Re: A Rather Interesting Specialization

2008-02-16 00:57 • by Jb (unregistered)
You know, during those two summers I spent doing landscaping, I regularly wished I was programming instead. I never dreamt that I could keep doing landscaping AND do programming.

It conjures images of using a laptop while digging with a backhoe. I suppose it could be fun until you have to address the lost of life and property that results....

Re: A Rather Interesting Specialization

2008-02-16 01:56 • by Bryan Price (unregistered)
We have to mark out the website? We've got 50 chances to hit, and I see that I've already struck oil with NY.

Although evidently now the states are free to use stuff like ohio.gov instead of state.oh.us. That wasn't true 7 years ago when I was in the state system. We had ohio.gov grandfathered in, but the lonely little departments were banished to state.oh.us.

Re: A Rather Interesting Specialization

2008-02-16 16:40 • by Websense Hater (unregistered)
WebSense is such crap, and it is down to the lack of quality of their blocklists.

You can visit theDailyWTF, but not see images in articles (e.g. screenshots etc) because they come from a server beginning with "img.". They deem those to be like Flickr or something I guess.

They block any blogs at blogspot or typepad as 'social or personal sites' even if they are programming/tech blogs.

Re: A Rather Interesting Specialization

2008-02-18 13:21 • by BJ Upton (unregistered)
177639 in reply to 177021
andreyvul:
Nazca:

Growing a server farm.

Will the cattle run Linux?


Yes, Moo-buntu...


Sadly, this is old and my pun will die alone

Re: A Rather Interesting Specialization

2008-02-18 15:35 • by Betsy Schwartz (unregistered)
177662 in reply to 176853
Although I assume this particular sheet of paper was a mistake, Landscape Architecture these days can be very computer-intensive and it's certainly possible to combine the two (although more often at the graduate level).
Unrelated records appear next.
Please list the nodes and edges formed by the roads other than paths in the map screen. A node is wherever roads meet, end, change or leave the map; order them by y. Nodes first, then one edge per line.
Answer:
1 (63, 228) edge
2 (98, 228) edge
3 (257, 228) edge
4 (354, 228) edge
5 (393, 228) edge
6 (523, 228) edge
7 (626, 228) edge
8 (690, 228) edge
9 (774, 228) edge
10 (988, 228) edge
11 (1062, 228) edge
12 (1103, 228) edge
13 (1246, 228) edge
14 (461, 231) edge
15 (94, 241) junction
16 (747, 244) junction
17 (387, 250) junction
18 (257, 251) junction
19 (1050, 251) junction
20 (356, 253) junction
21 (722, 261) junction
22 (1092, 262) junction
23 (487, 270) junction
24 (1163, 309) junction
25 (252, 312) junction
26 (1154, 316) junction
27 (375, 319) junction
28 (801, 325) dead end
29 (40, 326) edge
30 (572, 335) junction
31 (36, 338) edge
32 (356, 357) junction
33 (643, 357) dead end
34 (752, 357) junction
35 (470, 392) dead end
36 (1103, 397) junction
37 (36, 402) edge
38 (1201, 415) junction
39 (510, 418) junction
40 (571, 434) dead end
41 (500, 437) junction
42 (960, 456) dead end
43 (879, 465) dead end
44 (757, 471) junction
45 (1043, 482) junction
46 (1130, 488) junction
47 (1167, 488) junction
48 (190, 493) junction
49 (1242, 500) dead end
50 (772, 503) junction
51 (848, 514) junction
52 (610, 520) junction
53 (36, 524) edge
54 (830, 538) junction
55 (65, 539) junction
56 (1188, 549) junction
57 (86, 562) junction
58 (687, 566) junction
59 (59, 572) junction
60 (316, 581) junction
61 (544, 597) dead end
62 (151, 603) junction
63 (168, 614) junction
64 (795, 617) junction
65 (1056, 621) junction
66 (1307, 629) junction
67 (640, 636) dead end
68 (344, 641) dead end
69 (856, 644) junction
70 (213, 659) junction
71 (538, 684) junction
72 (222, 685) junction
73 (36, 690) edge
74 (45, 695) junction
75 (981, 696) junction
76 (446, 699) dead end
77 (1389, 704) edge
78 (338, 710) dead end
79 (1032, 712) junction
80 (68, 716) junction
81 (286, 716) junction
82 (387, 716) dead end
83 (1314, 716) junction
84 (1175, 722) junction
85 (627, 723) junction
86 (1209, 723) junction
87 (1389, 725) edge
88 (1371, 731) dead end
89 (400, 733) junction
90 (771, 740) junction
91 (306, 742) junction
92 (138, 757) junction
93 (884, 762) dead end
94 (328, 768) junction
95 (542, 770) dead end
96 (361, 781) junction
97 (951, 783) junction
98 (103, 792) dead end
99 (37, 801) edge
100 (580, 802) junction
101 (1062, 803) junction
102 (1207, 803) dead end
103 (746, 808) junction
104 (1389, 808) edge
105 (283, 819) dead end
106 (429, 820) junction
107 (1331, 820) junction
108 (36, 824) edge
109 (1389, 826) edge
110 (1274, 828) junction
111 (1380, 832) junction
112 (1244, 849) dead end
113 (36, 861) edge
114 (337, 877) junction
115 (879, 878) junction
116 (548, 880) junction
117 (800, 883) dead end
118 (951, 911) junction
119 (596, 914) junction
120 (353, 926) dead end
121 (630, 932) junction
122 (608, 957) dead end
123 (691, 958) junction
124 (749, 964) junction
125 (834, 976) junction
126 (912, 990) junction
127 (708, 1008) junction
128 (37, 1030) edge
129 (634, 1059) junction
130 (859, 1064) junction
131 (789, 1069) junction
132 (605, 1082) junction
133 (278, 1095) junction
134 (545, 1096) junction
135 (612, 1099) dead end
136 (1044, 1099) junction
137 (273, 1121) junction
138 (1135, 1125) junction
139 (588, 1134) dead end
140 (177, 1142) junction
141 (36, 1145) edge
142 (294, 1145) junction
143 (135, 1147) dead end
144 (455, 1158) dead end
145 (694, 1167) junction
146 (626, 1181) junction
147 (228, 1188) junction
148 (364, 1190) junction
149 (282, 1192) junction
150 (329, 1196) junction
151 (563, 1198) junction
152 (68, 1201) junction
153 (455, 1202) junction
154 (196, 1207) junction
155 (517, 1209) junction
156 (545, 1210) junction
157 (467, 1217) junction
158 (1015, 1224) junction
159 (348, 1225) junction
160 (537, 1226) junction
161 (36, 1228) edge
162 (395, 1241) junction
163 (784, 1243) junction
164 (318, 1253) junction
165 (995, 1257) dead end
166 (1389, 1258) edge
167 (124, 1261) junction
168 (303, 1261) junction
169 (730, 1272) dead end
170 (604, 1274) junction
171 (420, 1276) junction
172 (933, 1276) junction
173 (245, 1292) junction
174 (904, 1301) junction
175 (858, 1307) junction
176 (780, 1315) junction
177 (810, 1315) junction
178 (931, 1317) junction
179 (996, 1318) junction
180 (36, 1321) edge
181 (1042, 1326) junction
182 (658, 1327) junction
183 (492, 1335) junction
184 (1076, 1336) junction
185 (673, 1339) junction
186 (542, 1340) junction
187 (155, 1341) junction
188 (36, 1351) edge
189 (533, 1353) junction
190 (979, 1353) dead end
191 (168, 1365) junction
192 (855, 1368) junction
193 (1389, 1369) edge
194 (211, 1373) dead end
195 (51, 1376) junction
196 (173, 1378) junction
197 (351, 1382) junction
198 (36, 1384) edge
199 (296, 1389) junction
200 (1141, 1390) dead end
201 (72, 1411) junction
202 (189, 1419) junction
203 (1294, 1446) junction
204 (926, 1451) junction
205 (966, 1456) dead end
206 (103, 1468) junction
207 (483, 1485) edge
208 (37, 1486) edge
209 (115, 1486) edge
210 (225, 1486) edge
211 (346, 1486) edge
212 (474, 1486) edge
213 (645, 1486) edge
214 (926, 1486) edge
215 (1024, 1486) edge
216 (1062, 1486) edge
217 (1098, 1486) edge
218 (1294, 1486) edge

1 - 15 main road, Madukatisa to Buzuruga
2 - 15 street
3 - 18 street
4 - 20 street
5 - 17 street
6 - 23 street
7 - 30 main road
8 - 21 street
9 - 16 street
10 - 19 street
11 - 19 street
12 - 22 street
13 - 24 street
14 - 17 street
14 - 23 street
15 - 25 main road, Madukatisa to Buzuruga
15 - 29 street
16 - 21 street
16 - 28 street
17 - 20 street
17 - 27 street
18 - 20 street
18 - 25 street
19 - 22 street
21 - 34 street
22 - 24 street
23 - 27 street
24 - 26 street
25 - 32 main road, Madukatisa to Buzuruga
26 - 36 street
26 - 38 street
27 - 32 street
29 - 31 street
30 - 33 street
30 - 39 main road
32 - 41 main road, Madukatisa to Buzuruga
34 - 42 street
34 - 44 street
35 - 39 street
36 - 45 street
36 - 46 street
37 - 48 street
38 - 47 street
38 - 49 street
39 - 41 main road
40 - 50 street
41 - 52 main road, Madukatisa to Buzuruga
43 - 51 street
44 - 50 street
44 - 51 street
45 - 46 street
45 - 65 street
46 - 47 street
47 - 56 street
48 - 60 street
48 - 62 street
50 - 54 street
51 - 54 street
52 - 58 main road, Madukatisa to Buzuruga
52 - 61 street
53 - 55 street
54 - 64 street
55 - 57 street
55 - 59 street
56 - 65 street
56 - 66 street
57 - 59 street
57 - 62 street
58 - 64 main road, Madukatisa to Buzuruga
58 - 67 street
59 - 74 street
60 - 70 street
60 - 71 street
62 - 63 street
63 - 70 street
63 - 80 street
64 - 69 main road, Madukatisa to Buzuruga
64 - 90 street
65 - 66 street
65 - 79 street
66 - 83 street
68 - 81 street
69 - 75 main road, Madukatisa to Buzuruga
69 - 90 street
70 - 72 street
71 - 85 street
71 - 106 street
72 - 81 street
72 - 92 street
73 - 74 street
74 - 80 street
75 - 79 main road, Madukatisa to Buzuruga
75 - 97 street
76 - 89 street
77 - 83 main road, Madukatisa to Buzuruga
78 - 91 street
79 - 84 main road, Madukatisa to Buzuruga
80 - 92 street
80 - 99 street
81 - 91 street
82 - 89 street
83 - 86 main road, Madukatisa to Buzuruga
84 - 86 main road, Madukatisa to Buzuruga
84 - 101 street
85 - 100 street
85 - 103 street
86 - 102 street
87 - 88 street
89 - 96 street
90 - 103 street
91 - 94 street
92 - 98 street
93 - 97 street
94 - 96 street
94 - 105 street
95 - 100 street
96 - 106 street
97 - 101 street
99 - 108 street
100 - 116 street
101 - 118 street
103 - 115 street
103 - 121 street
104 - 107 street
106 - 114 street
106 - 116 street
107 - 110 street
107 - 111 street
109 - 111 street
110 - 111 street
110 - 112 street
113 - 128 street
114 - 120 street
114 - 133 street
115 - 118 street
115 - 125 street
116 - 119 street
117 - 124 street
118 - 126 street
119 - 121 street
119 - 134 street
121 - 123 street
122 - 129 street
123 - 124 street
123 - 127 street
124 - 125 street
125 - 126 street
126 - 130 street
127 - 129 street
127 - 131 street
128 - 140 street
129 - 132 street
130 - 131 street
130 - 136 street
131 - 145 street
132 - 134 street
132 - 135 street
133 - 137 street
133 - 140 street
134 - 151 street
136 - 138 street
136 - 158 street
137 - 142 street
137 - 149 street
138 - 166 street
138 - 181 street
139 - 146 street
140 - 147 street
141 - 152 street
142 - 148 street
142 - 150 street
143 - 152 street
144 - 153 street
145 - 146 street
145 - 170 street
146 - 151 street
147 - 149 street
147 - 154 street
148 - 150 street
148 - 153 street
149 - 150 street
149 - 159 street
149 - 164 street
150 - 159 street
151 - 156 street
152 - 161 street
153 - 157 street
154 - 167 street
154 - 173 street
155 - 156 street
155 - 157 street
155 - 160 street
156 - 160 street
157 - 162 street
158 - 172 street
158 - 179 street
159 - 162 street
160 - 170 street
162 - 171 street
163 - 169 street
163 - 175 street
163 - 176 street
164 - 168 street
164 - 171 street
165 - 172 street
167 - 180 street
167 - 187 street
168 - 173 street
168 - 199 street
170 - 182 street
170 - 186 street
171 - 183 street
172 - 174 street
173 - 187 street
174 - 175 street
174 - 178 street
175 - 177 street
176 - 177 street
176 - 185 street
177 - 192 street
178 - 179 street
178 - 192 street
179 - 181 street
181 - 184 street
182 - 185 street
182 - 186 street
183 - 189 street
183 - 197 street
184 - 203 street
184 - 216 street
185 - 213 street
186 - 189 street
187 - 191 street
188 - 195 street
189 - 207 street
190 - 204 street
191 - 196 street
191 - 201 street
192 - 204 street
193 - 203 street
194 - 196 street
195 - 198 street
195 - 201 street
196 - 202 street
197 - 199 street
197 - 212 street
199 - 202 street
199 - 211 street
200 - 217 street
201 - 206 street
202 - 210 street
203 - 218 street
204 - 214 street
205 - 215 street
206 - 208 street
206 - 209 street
Landscape Architecture today involves Geographic Information Systems and Spatial Decision Support Systems, Computer Aided Design, Mapping, modeling of both individual structures and complex systems.... and yes, developing landscapes for the gaming and film industries...

Betsy (Harvard Graduate School of Design Unix Sysadmin)

Re: A Rather Interesting Specialization

2008-03-02 14:56 • by anonymous (unregistered)
Hmm, "commerce.health.state.ny.us" has a website. "commerce.health.state.de.us" is only for email. None of the others exist.

Re: A Rather Interesting Specialization

2008-03-03 21:10 • by Meredith (unregistered)
180934 in reply to 176853
You don't think it means he's an expert with Punch! Home Design software?